On Thu, 12 Jun 2014, Heiko Schlittermann wrote:
> Shane Philip <shanep@???> (Mi 11 Jun 2014 02:06:16 CEST):
> …
> > people around so don't know the first thing about how there e-mail
> > clients are setup. So basically I want EXIM to listen for connections
> > from the 10.10.100.0/24 subnet and accept all attempts to relay the
> > guest mail regardless of whether the sending client uses NO AUTH, or is
> > set to AUTH, or is set to the TLS AUTH. This will only need to happen
> > for traffic on port 25, and for mail connections from the guest network.
>
> "attempt to relay" means, the client has some idea about a relay host.
>
> A totally stupid, unconfigured client probably would use DNS MX lookups
> and send the mail directly.
>
>
> If the client knows about a relay host, you can just allow the TCP
> connections, That's nothing Exim has to deal with.
>
> Or you can intercept the connections (using address translation) and ask
> your Exim to simulate the behaviour of the relay host. (But why should
> you do this?)
>
> Or you can be the relay host the clients know, but this needs
> configuration on the client side too.
>
>
> I understand that you want to intercept the traffic and simulate the
> relay host.
If that's what Shane is trying to do then it's a really bad idea.

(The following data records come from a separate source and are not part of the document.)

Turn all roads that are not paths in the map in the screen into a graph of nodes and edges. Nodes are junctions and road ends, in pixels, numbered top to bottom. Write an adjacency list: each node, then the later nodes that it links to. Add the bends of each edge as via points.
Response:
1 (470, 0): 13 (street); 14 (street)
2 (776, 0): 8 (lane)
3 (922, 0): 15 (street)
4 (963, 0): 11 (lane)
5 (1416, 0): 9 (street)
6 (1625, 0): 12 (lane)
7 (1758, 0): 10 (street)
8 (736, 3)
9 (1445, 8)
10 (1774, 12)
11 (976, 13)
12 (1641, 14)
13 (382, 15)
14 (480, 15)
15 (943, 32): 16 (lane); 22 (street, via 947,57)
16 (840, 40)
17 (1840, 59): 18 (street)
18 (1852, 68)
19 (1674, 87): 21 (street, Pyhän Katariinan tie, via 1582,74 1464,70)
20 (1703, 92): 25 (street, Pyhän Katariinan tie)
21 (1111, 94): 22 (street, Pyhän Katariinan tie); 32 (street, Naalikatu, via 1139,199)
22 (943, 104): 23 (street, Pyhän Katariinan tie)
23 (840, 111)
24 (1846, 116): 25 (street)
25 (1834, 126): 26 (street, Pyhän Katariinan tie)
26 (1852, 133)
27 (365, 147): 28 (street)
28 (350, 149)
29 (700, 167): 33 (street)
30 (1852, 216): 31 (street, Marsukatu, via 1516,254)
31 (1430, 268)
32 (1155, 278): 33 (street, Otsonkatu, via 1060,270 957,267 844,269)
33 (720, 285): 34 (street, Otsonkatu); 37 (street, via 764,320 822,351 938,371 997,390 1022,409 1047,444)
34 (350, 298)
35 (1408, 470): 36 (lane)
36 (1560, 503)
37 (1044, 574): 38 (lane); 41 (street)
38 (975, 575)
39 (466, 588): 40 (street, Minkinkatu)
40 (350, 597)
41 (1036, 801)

In todays world of SPF/DMARC/DKIM you are just going to break the email of
everyone that trys to use your guest network.
> > 1. Will the client still try to use AUTH, when it is not advertised?
>
> I'd not rely on some specian behaviour. (Exim as a client won't issue
> AUTH if the server doesn't advertise AUTH, but I can't speak for the
> various MUAs around.)
>
> > 2. If the client does try to use AUTH will the exim server jut ignore it
> > and accept the e-mail anyway or will it error?
>
> Exim wants the authentication to succeed. If the server_condition fails,
> the connection closes.
>
> There are authenticators that do not use the server_condition
> in the first place, but iff server_condition exists, they use it as a
> secondary check.
>
> > 3. Will this work if the client also uses TLS?
>
> Yes, but if the client tries to verify the server certificate, you're
> lost.
>
> > Finally am I on the right track for making this work, or do I need to
> > look to advertise AUTH and then just accept any credentials sent, as
> > long as the connection originates from the guest network. If this is the
> > approach how would I make exim accept any user password combination?
>
> login:
> driver = plain
> …
> server_condition = true
>
> But of course a bit more complex, to include the source IP network.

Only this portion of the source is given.